EXTRACTED ENTRIES START
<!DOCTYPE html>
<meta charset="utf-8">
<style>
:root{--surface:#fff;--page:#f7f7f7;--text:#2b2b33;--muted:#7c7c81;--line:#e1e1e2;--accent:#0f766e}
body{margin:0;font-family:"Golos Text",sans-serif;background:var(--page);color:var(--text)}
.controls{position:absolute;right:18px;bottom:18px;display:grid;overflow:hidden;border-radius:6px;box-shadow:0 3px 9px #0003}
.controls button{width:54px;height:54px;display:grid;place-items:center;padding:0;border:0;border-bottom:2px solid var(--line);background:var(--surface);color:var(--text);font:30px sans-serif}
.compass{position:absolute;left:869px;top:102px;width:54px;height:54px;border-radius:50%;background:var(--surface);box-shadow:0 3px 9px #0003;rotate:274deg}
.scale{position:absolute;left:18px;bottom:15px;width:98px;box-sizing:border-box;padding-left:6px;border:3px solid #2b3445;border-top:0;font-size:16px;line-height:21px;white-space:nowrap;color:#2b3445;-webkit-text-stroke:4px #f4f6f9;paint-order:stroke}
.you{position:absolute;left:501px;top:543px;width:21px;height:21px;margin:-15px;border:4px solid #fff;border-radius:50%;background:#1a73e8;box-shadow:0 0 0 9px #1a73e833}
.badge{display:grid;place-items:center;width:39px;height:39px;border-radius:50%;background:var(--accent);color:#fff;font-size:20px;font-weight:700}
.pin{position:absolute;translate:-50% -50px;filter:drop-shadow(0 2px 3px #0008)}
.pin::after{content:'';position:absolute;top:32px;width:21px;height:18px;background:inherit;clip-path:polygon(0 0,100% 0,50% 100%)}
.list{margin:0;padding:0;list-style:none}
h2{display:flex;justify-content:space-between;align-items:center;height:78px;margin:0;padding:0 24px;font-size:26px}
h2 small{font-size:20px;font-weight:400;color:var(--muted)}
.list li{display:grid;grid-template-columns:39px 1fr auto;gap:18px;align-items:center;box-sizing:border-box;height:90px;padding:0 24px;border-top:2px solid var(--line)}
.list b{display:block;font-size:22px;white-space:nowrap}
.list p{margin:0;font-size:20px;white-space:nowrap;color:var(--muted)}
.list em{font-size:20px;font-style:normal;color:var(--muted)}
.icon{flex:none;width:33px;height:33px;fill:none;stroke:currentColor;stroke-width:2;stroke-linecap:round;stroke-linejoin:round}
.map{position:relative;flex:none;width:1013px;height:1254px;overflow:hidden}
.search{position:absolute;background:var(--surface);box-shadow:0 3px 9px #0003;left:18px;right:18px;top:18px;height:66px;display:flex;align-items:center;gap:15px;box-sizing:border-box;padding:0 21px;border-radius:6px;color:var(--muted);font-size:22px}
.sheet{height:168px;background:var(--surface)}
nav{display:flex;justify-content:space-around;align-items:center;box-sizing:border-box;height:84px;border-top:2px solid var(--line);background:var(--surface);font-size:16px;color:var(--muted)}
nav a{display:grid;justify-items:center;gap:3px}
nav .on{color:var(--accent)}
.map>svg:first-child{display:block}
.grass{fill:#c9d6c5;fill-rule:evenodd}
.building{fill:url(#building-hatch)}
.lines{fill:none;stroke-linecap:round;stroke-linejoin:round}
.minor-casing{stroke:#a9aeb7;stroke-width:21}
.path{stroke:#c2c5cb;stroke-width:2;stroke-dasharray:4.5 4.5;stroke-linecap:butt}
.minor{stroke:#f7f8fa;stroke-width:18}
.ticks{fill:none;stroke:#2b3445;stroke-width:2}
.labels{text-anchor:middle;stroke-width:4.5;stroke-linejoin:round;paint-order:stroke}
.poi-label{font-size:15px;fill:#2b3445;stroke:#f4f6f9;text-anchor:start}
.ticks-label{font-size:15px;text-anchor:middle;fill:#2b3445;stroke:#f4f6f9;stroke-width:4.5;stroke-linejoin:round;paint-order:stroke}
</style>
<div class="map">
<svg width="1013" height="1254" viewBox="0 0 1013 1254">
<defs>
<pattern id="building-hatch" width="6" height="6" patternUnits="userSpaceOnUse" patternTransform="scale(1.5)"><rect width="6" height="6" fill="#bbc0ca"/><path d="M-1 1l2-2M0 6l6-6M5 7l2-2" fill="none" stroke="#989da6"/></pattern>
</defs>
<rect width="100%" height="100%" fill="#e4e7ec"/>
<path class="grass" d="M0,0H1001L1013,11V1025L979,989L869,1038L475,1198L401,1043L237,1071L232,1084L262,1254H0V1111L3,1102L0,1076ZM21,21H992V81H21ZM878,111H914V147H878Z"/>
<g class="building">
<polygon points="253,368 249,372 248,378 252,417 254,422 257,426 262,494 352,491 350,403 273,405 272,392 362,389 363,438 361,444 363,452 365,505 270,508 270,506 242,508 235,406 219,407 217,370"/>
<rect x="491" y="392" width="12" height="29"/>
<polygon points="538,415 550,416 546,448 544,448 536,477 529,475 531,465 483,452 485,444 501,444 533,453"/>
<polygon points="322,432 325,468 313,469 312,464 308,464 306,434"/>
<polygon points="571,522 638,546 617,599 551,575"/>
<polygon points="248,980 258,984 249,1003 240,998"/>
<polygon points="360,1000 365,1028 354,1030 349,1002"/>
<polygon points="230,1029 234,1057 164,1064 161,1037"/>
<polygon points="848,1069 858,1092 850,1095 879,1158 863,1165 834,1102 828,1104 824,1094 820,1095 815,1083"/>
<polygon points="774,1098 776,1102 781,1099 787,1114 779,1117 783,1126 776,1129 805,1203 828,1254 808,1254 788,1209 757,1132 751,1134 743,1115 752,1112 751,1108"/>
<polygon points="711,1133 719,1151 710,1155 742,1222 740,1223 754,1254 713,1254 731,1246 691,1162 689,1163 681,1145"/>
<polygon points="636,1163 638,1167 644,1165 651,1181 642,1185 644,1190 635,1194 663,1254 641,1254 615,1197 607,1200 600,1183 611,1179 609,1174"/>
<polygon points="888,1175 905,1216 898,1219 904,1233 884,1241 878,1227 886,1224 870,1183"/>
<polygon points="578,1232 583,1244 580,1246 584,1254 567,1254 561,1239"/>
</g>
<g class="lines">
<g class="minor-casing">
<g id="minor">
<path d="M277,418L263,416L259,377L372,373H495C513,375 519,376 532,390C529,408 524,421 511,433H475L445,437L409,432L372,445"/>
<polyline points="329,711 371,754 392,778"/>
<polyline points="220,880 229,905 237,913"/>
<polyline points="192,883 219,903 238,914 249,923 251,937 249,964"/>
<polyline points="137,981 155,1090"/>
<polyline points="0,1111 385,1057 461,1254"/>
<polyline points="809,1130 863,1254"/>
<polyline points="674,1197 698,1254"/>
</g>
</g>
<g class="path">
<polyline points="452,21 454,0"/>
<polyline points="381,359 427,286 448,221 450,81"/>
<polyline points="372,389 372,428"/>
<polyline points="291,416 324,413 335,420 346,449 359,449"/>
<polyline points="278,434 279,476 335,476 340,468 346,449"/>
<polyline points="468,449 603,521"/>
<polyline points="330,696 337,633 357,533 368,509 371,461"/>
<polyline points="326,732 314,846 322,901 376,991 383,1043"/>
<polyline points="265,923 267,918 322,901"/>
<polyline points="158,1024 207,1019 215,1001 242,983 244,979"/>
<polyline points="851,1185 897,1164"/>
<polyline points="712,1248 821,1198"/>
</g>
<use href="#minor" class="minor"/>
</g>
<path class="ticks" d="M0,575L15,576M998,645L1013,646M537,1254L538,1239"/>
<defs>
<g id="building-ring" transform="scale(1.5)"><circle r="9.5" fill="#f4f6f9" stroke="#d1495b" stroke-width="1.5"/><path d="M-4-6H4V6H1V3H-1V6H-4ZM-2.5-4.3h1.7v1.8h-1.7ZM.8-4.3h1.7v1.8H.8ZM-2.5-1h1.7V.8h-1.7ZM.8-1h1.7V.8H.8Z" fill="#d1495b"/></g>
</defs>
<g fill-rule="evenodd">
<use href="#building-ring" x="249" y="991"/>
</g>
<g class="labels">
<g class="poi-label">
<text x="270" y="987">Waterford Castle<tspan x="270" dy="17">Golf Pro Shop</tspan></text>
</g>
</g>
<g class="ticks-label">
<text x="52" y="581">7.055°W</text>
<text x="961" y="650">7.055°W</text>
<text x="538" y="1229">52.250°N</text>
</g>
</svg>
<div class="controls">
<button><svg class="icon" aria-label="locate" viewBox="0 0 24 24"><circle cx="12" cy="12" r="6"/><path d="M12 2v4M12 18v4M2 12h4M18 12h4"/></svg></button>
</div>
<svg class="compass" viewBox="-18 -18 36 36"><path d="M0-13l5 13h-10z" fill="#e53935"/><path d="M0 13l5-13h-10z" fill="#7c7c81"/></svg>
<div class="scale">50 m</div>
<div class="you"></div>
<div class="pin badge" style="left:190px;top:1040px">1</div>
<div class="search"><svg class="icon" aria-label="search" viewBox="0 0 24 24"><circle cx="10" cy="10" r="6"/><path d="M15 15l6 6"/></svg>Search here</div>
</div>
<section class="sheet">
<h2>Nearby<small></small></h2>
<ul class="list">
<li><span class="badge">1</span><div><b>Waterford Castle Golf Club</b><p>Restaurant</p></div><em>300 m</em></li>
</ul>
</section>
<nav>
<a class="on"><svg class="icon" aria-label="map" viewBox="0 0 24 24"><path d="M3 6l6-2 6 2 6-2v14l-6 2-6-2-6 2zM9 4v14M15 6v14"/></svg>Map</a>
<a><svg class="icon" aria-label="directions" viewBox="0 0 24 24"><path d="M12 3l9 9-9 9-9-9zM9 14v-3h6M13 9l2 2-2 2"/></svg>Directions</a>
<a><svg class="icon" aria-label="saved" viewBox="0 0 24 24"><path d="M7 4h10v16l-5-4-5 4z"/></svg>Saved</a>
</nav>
EXTRACTED ENTRIES END
[YOUR OBJECTIVE] Where a line of the records above holds the word "nowrap", copy that line.

[EXERCISE SOLUTION]
.scale{position:absolute;left:18px;bottom:15px;width:98px;box-sizing:border-box;padding-left:6px;border:3px solid #2b3445;border-top:0;font-size:16px;line-height:21px;white-space:nowrap;color:#2b3445;-webkit-text-stroke:4px #f4f6f9;paint-order:stroke}
.list b{display:block;font-size:22px;white-space:nowrap}
.list p{margin:0;font-size:20px;white-space:nowrap;color:var(--muted)}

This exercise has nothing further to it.